Aurora St. Luke’s first to offer GE Healthcare 4D cardiovascular ultrasound software

    Aurora St. Luke’s Medical Center is the first hospital in the world to implement a new 4D cardiovascular ultrasound technology that allows cardiologists to see chambers, valves, vessels and other intricate structures of the heart with vivid, life-like quality.

    The cSound software, designed by Waukesha-based GE Healthcare for its newest ultrasound systems, was developed to help physicians more effectively diagnose conditions in patients while potentially reducing additional tests often required in treating heart conditions, such as heart failure.

    cSound is a powerful, supercomputer-inspired software that uses algorithms to collect an infinite amount of data and then select pixel-by-pixel the most precise information to generate high-quality images of the heart.  

    “At Aurora St. Luke’s Medical Center, we treat some of the most complex heart conditions, and having access to best-in-class technology that can help deliver excellent patient care is important,” said Dr. Bijoy Khanderia, a cardiologist at Aurora St. Luke’s Medical Center. “We believe the new cSound technology from GE Healthcare can better help us efficiently and accurately diagnose and develop treatment plans for people suffering from heart failure conditions.”
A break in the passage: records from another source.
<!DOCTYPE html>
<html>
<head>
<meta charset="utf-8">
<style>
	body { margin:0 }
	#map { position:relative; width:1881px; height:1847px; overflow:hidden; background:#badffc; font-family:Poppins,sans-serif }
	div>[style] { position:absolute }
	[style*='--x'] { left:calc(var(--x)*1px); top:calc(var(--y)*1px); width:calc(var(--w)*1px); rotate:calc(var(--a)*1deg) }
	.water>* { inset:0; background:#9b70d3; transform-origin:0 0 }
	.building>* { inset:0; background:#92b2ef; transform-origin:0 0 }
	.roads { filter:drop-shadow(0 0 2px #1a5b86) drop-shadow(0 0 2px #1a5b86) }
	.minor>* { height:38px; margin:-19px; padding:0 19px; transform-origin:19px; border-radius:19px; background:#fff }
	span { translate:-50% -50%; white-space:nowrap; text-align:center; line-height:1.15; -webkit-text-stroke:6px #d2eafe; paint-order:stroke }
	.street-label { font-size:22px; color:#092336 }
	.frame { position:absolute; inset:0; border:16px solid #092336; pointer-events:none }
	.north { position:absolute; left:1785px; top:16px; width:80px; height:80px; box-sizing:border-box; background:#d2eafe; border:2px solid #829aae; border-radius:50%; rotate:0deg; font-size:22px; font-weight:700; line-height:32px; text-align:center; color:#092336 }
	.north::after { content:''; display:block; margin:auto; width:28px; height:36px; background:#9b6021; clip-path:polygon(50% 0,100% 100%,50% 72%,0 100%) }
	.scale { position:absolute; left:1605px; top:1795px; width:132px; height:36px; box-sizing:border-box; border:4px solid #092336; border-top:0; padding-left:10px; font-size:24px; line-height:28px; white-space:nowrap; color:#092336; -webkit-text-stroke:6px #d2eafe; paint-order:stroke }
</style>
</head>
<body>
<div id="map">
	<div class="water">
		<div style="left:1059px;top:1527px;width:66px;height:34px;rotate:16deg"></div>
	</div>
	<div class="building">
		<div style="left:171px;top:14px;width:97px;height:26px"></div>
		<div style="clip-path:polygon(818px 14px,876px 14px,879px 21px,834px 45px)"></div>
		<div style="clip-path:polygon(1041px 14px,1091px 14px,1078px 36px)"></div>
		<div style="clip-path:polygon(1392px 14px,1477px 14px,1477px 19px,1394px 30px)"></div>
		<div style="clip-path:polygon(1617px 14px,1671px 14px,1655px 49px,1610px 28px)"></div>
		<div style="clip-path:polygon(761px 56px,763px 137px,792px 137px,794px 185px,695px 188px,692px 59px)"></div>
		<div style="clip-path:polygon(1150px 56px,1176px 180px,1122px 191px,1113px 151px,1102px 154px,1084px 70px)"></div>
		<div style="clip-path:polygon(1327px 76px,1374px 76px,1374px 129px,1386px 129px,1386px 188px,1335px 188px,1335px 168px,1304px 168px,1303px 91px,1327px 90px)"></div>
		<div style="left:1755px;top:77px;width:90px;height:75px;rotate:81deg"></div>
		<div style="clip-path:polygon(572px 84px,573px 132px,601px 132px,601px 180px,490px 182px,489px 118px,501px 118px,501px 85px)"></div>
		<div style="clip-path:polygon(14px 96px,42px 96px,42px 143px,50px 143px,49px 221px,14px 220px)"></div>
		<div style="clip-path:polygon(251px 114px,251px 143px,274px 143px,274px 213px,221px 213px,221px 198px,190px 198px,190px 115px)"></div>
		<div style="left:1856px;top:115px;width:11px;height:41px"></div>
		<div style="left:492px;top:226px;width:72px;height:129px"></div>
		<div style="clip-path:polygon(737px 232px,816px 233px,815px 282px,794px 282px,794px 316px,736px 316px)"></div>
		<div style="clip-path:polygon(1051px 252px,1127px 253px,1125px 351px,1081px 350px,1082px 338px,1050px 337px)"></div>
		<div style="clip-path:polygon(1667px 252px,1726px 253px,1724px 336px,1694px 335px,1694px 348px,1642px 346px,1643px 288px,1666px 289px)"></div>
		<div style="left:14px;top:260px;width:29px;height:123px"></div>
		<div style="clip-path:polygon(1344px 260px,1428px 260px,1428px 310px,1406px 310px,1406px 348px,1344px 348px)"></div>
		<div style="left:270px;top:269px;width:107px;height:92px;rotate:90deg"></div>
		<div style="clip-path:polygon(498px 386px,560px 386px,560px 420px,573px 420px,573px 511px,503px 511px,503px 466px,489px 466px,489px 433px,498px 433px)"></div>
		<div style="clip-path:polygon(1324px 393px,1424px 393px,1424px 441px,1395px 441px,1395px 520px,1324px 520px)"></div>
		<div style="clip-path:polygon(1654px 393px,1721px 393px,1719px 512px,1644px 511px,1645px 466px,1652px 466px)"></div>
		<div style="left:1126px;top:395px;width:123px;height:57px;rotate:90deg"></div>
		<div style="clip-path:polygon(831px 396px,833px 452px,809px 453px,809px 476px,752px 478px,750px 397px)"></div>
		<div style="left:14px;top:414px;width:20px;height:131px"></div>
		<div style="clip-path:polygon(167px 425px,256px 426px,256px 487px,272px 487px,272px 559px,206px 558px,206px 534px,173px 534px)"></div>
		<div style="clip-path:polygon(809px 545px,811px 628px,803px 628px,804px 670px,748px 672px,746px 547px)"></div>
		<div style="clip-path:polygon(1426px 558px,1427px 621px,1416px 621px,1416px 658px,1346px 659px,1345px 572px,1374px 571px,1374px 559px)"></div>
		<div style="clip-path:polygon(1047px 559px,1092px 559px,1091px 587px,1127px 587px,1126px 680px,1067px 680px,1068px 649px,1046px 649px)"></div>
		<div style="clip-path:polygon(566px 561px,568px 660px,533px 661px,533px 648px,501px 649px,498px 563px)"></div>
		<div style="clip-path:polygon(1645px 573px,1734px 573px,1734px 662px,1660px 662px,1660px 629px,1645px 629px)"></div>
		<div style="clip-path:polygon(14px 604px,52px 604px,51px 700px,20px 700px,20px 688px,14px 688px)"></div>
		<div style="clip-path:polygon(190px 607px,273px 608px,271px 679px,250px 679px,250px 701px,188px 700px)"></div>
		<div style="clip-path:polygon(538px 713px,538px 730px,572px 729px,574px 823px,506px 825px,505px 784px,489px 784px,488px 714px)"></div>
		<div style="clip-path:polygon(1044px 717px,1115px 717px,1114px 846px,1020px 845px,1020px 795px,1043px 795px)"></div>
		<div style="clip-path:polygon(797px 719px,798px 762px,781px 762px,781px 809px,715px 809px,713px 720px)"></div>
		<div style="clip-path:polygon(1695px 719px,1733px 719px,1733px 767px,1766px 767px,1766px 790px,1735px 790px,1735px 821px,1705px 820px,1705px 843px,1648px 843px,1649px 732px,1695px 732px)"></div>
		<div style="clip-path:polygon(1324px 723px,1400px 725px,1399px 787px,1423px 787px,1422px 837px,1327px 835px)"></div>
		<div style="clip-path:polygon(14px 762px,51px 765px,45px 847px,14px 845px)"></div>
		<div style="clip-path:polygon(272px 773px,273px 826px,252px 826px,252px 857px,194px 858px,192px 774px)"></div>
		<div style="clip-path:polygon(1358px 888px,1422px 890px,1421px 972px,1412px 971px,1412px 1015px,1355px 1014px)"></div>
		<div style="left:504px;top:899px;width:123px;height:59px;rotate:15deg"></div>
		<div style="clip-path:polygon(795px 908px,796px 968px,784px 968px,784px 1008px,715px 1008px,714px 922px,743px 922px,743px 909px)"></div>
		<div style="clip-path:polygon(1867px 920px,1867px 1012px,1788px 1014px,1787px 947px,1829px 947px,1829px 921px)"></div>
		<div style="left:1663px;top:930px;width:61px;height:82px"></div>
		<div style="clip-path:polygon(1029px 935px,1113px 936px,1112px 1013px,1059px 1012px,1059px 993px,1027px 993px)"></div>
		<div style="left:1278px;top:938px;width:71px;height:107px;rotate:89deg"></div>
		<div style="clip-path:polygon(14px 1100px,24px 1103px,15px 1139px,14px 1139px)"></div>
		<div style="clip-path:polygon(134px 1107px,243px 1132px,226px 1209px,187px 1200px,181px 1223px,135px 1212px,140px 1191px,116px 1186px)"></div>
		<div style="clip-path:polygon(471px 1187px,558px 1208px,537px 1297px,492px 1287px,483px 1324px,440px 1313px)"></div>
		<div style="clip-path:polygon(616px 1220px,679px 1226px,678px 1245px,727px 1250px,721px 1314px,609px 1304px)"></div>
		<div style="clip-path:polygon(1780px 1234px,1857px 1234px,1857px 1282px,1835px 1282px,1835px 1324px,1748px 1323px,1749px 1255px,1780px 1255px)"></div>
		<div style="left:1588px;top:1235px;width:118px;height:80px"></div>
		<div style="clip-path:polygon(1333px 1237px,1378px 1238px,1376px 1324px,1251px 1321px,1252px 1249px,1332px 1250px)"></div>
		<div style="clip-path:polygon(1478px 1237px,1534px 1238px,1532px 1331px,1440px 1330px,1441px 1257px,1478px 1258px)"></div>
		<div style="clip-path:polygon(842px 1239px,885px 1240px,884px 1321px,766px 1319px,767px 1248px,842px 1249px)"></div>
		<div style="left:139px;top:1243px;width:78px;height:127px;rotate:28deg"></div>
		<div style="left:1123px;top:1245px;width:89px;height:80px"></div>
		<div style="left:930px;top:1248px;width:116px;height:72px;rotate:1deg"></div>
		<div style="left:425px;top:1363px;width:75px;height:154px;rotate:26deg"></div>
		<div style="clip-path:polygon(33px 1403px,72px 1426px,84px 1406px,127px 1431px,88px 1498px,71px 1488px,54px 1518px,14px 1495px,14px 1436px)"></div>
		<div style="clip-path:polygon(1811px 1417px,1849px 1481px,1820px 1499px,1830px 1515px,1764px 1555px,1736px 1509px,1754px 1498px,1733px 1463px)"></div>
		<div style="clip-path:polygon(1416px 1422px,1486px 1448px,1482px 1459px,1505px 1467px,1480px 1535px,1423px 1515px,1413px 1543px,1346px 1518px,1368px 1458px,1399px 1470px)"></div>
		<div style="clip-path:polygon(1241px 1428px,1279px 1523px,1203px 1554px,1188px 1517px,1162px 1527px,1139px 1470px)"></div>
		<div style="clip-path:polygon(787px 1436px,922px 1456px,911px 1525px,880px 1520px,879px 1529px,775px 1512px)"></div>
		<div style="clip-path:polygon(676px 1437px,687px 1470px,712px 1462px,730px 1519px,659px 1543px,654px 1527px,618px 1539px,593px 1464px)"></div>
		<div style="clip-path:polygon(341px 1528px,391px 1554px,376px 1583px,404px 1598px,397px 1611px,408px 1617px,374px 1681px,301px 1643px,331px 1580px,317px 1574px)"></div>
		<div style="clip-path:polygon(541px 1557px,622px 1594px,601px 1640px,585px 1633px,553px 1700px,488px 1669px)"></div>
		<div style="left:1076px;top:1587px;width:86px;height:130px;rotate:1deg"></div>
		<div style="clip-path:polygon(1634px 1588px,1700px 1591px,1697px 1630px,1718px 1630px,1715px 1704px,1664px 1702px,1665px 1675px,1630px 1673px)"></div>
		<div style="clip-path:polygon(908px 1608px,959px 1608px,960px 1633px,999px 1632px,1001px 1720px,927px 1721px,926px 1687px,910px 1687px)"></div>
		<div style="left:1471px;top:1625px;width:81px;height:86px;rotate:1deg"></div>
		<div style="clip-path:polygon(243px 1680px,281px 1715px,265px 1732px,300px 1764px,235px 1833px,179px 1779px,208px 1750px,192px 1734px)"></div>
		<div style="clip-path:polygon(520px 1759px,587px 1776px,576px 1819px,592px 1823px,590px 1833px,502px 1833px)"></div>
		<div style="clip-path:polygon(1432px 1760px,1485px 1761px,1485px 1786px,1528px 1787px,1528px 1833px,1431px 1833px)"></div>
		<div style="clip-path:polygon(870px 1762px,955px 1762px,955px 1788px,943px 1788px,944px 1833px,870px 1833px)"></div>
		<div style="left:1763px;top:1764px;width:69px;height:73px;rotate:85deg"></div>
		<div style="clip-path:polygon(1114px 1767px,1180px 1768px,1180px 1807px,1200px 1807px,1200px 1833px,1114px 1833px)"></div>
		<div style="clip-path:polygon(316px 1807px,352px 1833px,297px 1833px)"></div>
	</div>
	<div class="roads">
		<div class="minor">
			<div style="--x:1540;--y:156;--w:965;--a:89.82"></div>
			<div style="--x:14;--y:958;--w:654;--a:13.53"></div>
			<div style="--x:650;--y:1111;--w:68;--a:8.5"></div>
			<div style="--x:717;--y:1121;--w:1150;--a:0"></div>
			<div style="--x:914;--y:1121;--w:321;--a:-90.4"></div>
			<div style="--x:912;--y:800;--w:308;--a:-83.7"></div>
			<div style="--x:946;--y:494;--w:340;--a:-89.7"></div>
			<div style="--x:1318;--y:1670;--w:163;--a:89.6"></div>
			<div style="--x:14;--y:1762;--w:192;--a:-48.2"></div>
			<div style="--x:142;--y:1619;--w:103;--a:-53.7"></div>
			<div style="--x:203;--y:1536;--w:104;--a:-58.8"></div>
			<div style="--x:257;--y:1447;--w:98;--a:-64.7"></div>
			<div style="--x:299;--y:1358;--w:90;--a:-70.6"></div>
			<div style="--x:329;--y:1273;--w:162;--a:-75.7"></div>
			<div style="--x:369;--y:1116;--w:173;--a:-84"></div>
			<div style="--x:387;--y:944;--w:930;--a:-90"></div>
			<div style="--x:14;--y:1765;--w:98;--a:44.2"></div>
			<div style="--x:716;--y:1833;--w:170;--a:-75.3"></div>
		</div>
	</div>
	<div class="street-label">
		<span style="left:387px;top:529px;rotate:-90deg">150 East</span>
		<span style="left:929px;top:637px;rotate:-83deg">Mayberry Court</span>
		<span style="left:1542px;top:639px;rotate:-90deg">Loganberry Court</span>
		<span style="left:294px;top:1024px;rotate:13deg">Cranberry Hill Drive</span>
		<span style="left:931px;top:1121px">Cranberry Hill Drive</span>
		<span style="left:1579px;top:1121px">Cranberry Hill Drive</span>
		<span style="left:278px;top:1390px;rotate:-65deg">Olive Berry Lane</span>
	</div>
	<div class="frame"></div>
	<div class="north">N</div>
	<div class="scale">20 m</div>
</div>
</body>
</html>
    Heart disease is the leading cause of death among both men and women in the U.S., killing more than 370,000 people annually, according to the Centers for Disease Control and Prevention.  Some 5.1 million people in the U.S. suffer heart failure, a common type of heart disease, which develops when the heart becomes damaged or weakened by diseases. Heart failure costs the American health care system an estimated $32 billion annually.

    The test most frequently ordered by cardiologists to help diagnose heart ailments is transthoracic echocardiograms, or TTEs. Yet, according to a 2012 study, 10 percent to 15 percent of TTEs are inconclusive, which can result in additional testing at up to nearly three times the original cost to patients.

    “Our engineers set out to address the challenge of inconclusive exams, to change the speed and precision of heart care. We’re proud to see the result, cSound, in the expert hands of the clinicians at Aurora St. Luke’s Medical Center,” said Al Lojewski, general manager of cardiovascular ultrasound at GE Healthcare. “We believe ultrasound has the potential to rapidly transform how patients are cared for over the next decade, especially in cardiovascular care. We envision a day when all cardiologists can see inside any heart, providing more directed care for each patient.”

    The technology is powered by beamforming, the next generation of transmitters and receivers, similar to those used on radar and Wi-Fi devices. Where traditional hardware-based machines create individual images that are layered together to create an overall image, software beamforming allows for all data to be analyzed together and produced into a singular, higher resolution image.

    cSound is enhanced by HDlive, an app that uses advanced illumination, shadowing and superimposed depth to render a real-time, realistic visualization of the patient’s heart. Images are shown on a Sony high-definition OLED display, the newest evolution in wide screen monitors.

    Aurora St. Luke’s has been testing the new software for several months, and in late June, began using the new technology with patients. The medical center has four cardiovascular ultrasound systems with cSound, available to the heart and vascular team to serve patients.